As for the trapped dolphins we responded to, fortunately they all swam back out of the bay on the evening high tide, to everyone’s relief! They even made front-page news in a local newspaper! Additionally, CMA’s Stranding Team had the amazing opportunity to assists CMA’s Sea Turtle department by responding to two live Kemp Ridley turtles that had ingested fishing hooks. Fortunately, Dr. Walsh was able to remove the fishing hook and line from one of the animals and the other animal also had the hook successfully removed upon arrival at the aquarium.

We also have named our stranding boat (drum roll please….) “Tail Force One!” Thank you to all of the Stranding Team Members for all the great names that were submitted!

We have also been continuing with our workshop series, the latest being Marine Mammal Rehabilitation!
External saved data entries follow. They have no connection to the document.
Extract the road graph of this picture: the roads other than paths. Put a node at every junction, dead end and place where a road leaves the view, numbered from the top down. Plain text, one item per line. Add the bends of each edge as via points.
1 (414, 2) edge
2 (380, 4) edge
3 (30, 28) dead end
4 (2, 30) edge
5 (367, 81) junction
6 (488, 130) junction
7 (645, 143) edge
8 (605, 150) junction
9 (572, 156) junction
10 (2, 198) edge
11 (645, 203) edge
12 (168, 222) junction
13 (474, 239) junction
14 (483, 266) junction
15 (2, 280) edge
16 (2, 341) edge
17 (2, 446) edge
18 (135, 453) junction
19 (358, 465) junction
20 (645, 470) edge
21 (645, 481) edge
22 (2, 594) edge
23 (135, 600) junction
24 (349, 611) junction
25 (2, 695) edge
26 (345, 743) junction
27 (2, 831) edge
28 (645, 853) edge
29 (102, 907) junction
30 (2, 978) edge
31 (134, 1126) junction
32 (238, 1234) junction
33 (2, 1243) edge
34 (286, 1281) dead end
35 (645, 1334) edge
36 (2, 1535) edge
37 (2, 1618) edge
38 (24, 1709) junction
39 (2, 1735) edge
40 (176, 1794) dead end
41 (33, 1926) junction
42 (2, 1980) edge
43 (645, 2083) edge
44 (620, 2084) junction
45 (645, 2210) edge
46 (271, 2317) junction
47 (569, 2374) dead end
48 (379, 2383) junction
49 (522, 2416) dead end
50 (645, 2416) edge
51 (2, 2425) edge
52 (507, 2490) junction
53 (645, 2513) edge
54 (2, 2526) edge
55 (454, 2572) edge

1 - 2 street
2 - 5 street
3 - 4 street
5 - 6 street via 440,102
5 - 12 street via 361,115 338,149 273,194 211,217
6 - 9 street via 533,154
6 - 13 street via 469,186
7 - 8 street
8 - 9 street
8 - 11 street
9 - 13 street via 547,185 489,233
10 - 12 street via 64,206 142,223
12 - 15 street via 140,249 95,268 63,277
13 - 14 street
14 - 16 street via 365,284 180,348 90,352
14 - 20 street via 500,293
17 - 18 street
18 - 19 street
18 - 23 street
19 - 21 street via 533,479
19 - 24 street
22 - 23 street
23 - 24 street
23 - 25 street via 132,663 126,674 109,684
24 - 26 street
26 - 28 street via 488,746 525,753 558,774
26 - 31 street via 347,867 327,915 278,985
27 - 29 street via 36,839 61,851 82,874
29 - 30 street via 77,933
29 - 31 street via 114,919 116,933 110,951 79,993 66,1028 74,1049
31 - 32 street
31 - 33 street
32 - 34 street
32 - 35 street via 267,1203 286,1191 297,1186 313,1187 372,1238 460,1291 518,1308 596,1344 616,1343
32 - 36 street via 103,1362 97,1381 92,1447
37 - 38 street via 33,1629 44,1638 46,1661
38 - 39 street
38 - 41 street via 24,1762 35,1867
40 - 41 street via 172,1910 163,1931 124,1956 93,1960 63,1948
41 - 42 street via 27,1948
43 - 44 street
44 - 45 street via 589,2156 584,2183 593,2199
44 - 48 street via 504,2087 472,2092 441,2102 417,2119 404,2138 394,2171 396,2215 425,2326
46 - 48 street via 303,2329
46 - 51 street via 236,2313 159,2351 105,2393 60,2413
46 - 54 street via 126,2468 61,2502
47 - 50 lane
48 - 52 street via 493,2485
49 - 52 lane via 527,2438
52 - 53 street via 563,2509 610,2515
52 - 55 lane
All agreed it was an interesting and insightful workshop that evoked much discussion. Attendees even got to take part in an exciting activity, carrying out morphometrics on Winter and Hope. Thanks to all of our trainers for their help with this workshop!

As always, we would like to extend a huge thank you to our dedicated and passionate Stranding Team Members for all of their hard work! We are excited to see what next month has in store!

River otters are often times mistaken for sea otters, but why? River otters do live in and around both fresh and salt water, however there are easy ways to identify the two species apart. First, river otters are commonly seen moving in and out of the water and are able to easily move around on land, versus sea otters that spend almost their entire life in water and are clumsy on land. Second, when in the water river otters commonly swim belly down, versus sea otters who swim belly up. Third, river otters are much smaller than their cousin the sea otter. Lastly, the paws of river otters and sea otters are webbed but the paws of a river otter are more circular shaped to aid in land locomotion versus seas otters that have webbing all the way to the toes to aid in water locomotion.